[Extracted records — start]

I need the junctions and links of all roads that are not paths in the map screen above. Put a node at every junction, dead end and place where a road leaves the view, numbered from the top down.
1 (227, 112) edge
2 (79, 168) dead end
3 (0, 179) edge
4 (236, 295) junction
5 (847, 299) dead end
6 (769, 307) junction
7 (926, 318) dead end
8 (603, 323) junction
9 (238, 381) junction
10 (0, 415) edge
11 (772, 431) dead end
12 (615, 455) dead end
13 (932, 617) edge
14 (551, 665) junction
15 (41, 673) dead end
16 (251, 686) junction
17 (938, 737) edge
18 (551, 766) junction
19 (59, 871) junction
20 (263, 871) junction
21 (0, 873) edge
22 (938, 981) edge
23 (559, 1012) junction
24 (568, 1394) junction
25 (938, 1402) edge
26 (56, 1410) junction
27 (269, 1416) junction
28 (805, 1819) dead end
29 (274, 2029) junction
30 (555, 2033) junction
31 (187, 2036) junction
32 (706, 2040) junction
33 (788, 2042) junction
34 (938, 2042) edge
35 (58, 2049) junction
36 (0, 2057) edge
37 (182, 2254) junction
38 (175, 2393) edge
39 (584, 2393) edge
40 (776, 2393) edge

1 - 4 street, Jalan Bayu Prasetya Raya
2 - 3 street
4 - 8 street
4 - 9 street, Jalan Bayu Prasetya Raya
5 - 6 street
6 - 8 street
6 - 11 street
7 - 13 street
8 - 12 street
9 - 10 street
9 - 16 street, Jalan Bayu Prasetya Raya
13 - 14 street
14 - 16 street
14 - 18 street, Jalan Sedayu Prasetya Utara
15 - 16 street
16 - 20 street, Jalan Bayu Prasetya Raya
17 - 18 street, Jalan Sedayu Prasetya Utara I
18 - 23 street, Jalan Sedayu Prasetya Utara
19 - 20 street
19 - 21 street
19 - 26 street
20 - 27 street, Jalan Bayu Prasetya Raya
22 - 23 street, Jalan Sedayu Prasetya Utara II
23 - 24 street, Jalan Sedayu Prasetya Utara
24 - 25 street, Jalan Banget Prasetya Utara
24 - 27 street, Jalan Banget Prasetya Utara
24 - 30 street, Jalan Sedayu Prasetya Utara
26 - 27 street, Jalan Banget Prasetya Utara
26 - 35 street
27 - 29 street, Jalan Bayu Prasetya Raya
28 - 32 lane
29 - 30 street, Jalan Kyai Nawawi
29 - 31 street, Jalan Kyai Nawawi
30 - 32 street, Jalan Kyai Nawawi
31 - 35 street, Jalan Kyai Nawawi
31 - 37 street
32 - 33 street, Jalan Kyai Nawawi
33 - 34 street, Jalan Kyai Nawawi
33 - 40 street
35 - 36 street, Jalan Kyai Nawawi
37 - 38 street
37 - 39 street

[Extracted records — finish]

**Your instructions:** Retype the whole listing above exactly as it appears.

**Exercise output:**
I need the junctions and links of all roads that are not paths in the map screen above. Put a node at every junction, dead end and place where a road leaves the view, numbered from the top down.
1 (227, 112) edge
2 (79, 168) dead end
3 (0, 179) edge
4 (236, 295) junction
5 (847, 299) dead end
6 (769, 307) junction
7 (926, 318) dead end
8 (603, 323) junction
9 (238, 381) junction
10 (0, 415) edge
11 (772, 431) dead end
12 (615, 455) dead end
13 (932, 617) edge
14 (551, 665) junction
15 (41, 673) dead end
16 (251, 686) junction
17 (938, 737) edge
18 (551, 766) junction
19 (59, 871) junction
20 (263, 871) junction
21 (0, 873) edge
22 (938, 981) edge
23 (559, 1012) junction
24 (568, 1394) junction
25 (938, 1402) edge
26 (56, 1410) junction
27 (269, 1416) junction
28 (805, 1819) dead end
29 (274, 2029) junction
30 (555, 2033) junction
31 (187, 2036) junction
32 (706, 2040) junction
33 (788, 2042) junction
34 (938, 2042) edge
35 (58, 2049) junction
36 (0, 2057) edge
37 (182, 2254) junction
38 (175, 2393) edge
39 (584, 2393) edge
40 (776, 2393) edge

1 - 4 street, Jalan Bayu Prasetya Raya
2 - 3 street
4 - 8 street
4 - 9 street, Jalan Bayu Prasetya Raya
5 - 6 street
6 - 8 street
6 - 11 street
7 - 13 street
8 - 12 street
9 - 10 street
9 - 16 street, Jalan Bayu Prasetya Raya
13 - 14 street
14 - 16 street
14 - 18 street, Jalan Sedayu Prasetya Utara
15 - 16 street
16 - 20 street, Jalan Bayu Prasetya Raya
17 - 18 street, Jalan Sedayu Prasetya Utara I
18 - 23 street, Jalan Sedayu Prasetya Utara
19 - 20 street
19 - 21 street
19 - 26 street
20 - 27 street, Jalan Bayu Prasetya Raya
22 - 23 street, Jalan Sedayu Prasetya Utara II
23 - 24 street, Jalan Sedayu Prasetya Utara
24 - 25 street, Jalan Banget Prasetya Utara
24 - 27 street, Jalan Banget Prasetya Utara
24 - 30 street, Jalan Sedayu Prasetya Utara
26 - 27 street, Jalan Banget Prasetya Utara
26 - 35 street
27 - 29 street, Jalan Bayu Prasetya Raya
28 - 32 lane
29 - 30 street, Jalan Kyai Nawawi
29 - 31 street, Jalan Kyai Nawawi
30 - 32 street, Jalan Kyai Nawawi
31 - 35 street, Jalan Kyai Nawawi
31 - 37 street
32 - 33 street, Jalan Kyai Nawawi
33 - 34 street, Jalan Kyai Nawawi
33 - 40 street
35 - 36 street, Jalan Kyai Nawawi
37 - 38 street
37 - 39 street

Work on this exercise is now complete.